Most of Stark’s conclusions seem sound, when tested against his proffered premises.  Many of these assumptions, however, are shaky from a historical perspective, almost as if the premises were fashioned to fit the conclusion and not vice versa. For example, his characterization of early Christianity as a cult rather than a sect (both terms as defined by Stark) simply does not comport with how Christians, Jews, and Pagans all viewed this movement in the first two centuries.  First, Stark offers us definitions.  He roughly defines a cult as a new religious movement that maintains a high level of tension with mainstream society.  A sect, on the other hand, is a splinter group from an existing movement whose members are dissatisfied with the condition of that movement, but who still hold to the most basic, core beliefs of the movement.  He then goes on to explain that cults tend to form among the more wealthy and well educated parts of society, whereas sects tend to form among the less educated and less wealthy population.  So far, so good.  He then states as axiomatic that Christianity was a cult in its infancy and, therefore, must have spread through the actions of the higher echelons of society, not the lowest, contrary to the generally accepted historical view that Christianity was a movement of the common man.  While Stark’s conclusion does follow from his premises, his characterization of Christianity as a cult simply does not withstand historical scrutiny.  The fact is that early Christians saw themselves as Jews who believed the prophesied Messiah had come.  Even more orthodox Jews (in the generic use of the term) and pagans saw Christians as a disgruntled Jewish sect, not as a completely new religious movement.  If Stark is incorrect in this characterization of Christianity as a cult rather than a sect, then it must have been a movement grounded in the lower echelons of society, not the highest.
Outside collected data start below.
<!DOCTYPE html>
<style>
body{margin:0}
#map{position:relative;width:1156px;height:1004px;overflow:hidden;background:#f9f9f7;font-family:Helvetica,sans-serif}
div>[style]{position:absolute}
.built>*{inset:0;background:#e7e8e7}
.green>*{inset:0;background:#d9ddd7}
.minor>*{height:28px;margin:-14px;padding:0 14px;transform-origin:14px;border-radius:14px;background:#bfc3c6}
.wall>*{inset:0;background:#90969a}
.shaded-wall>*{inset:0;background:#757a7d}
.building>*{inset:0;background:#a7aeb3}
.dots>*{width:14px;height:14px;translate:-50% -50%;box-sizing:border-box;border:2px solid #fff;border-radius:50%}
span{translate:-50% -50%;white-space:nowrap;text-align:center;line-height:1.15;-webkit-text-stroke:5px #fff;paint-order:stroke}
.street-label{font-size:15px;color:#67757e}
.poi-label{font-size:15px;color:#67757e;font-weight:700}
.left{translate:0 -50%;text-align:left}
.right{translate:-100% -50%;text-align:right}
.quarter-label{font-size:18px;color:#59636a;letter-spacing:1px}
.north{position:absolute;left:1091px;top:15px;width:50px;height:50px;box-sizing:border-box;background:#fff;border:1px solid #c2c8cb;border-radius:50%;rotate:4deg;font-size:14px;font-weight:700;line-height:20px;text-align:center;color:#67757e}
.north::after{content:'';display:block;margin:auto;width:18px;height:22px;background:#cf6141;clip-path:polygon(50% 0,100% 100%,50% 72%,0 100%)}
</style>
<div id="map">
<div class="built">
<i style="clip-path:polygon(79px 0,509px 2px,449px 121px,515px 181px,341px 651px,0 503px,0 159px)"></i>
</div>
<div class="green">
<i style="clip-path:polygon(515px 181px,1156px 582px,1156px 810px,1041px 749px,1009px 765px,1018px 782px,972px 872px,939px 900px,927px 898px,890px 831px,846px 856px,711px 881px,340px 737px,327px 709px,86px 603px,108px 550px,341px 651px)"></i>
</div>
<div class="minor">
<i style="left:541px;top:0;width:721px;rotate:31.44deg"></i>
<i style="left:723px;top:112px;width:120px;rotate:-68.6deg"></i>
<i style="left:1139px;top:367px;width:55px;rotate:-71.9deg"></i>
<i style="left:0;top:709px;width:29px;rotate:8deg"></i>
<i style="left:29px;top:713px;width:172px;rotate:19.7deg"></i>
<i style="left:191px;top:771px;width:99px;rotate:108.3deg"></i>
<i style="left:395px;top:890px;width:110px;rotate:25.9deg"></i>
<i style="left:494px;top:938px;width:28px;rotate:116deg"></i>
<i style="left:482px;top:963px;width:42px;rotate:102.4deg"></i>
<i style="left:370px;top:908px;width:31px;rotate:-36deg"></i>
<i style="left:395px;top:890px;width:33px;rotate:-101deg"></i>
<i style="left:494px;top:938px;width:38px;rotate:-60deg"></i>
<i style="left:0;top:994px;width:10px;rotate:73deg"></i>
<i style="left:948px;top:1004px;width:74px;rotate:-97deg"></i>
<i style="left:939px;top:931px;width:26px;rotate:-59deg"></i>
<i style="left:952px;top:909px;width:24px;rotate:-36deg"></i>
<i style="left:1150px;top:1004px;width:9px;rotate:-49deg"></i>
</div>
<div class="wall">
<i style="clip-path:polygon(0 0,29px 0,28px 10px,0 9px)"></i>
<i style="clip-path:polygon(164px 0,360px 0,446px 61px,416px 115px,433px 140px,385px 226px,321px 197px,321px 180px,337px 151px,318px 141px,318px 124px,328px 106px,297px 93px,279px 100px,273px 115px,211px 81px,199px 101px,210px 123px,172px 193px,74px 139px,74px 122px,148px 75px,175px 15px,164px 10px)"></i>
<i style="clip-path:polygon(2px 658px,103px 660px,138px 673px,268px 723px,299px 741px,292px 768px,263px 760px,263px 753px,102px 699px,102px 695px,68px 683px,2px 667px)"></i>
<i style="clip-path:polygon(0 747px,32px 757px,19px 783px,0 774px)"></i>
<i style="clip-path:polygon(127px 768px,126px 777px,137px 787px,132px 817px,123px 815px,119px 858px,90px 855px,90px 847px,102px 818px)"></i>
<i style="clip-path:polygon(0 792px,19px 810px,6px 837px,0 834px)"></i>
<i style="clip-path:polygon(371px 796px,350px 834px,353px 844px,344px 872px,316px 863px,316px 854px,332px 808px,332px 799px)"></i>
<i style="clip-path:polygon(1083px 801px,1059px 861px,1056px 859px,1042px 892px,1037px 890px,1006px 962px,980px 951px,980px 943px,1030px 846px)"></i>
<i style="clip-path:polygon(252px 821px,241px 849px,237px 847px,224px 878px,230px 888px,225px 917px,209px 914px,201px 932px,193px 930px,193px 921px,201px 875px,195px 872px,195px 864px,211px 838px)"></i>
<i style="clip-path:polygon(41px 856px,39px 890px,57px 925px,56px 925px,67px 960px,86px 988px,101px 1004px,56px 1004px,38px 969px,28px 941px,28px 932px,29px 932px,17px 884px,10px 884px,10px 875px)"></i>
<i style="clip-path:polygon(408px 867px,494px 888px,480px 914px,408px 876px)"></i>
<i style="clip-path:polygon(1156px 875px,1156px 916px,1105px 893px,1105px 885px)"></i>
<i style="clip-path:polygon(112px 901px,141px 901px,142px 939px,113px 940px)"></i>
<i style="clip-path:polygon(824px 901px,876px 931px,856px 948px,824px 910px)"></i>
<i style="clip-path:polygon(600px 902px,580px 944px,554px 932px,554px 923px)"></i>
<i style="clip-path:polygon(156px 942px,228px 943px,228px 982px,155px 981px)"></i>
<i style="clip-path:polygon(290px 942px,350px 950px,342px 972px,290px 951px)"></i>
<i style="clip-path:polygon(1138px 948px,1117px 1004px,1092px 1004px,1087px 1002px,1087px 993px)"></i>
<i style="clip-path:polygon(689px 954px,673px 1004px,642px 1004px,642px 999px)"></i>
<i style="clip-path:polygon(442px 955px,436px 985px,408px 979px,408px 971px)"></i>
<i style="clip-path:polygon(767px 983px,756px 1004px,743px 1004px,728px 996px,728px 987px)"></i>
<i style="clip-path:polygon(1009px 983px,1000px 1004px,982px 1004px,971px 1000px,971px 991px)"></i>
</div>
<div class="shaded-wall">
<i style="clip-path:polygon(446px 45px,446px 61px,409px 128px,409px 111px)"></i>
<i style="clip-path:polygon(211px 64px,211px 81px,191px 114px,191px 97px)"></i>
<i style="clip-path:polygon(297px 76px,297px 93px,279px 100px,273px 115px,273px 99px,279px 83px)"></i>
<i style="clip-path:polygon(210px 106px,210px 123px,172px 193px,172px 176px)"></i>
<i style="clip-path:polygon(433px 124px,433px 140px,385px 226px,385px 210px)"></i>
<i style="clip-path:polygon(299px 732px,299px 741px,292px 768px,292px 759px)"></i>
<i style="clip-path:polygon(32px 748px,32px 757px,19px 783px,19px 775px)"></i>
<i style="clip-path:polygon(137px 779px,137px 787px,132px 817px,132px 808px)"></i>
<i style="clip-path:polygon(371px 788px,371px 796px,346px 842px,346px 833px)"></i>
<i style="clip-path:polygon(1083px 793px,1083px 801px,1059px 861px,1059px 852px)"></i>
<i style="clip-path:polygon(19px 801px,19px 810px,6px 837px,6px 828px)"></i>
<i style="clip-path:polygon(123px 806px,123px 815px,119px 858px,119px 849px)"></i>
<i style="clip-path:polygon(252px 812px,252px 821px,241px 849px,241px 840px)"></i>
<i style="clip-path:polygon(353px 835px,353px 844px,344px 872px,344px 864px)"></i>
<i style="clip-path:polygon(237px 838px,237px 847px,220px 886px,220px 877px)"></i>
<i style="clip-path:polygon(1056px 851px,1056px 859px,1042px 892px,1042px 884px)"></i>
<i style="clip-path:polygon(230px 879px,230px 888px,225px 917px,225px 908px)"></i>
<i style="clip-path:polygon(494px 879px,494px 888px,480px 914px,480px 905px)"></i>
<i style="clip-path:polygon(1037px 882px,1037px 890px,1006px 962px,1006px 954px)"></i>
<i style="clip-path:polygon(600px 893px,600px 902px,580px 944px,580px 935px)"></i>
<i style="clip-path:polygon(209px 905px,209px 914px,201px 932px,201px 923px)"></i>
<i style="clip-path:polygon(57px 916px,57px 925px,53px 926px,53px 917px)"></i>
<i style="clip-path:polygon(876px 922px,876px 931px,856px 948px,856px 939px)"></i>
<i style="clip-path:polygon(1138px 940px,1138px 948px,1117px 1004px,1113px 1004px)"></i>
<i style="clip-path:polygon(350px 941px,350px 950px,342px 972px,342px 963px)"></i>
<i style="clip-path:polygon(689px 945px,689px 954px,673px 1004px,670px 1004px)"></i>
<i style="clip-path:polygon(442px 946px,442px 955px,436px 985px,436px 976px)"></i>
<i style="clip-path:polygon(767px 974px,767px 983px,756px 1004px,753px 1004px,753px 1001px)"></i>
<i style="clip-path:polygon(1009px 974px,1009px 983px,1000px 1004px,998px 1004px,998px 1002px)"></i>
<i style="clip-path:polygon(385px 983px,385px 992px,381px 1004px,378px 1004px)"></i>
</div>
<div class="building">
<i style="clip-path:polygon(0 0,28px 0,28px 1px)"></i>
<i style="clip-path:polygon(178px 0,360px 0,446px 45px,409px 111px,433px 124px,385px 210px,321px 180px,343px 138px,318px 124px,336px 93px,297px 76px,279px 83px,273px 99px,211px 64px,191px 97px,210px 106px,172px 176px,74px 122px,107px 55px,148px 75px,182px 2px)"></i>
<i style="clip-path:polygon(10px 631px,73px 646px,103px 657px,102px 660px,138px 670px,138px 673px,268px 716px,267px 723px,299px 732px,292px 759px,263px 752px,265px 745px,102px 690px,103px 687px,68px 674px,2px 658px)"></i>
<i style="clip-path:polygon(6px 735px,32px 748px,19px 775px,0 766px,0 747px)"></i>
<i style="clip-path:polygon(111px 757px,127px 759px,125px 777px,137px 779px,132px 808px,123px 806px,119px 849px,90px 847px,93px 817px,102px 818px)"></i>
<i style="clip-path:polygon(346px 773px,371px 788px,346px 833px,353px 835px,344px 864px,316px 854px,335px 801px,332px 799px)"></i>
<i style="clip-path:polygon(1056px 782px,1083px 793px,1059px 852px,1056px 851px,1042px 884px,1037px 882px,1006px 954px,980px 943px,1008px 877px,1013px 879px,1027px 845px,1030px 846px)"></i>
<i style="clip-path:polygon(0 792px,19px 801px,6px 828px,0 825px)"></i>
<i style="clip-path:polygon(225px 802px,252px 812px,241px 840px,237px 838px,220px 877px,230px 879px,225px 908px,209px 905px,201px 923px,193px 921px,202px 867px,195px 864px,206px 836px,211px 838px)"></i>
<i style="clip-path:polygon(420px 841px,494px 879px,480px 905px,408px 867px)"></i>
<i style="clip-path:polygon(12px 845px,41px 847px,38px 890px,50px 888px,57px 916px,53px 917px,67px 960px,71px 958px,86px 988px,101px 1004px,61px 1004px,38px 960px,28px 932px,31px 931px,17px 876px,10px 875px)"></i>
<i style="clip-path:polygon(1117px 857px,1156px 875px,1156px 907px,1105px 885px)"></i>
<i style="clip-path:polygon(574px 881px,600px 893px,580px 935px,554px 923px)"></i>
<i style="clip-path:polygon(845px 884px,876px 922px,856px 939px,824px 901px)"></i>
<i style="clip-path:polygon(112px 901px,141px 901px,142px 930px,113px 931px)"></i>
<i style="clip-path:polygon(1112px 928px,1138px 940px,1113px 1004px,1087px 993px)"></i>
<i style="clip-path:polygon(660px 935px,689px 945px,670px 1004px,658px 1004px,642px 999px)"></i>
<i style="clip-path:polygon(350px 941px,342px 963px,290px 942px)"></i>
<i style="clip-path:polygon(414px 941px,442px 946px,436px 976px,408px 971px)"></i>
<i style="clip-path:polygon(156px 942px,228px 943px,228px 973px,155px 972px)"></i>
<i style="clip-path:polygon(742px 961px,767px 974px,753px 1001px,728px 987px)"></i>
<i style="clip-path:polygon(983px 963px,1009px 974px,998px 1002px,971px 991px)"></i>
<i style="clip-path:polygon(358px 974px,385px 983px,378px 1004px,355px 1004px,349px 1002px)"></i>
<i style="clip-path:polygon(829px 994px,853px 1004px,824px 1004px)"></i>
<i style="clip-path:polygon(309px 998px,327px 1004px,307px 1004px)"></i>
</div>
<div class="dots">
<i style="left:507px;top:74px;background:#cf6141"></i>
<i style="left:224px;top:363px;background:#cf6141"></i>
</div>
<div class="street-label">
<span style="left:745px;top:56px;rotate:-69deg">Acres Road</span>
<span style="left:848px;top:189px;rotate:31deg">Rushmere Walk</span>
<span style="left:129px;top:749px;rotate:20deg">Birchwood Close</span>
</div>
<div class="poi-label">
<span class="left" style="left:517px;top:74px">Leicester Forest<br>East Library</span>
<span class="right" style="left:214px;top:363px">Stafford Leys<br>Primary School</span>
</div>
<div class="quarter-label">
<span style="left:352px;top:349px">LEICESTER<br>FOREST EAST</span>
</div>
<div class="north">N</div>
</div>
In another section, Stark takes a foray into the field of textual criticism and translation when discussing the apparently sexist interpretation of 1 Tim 3:11 by the KJV translators, making the statement “That women often served as deacons in the early church was long obscured because translators of the King James Version chose to…transform Paul’s words in 1 Timothy into a comment directed toward the wives of deacons.” The fact is, there is nothing in the Greek text of this verse that suggests that deaconesses were in view. Rather the Greek word which the KJV translators translated as wives is a word which can mean “women” or “wives.” Were there deaconesses in the early church?  Maybe. The case of Phoebe is certainly more compelling (although the primary definition of the word we sometimes translate “deacon” is “servant.” Which one did Paul intend? Who knows?). However, rather than acknowledge the uncertainty, Stark chooses to make a social value statement rather than adhere to principles of scholarship.

Don’t get me wrong. I found Stark’s work to be extremely valuable. He brings important and useful scientific insights to the task of recreating early Christianity that historians often neglect. It is only when he ventures outside of his area of expertise that he seems to fall flat for me.  With these caveats, however, I highly recommend this book to anyone interested in Christianity’s early history.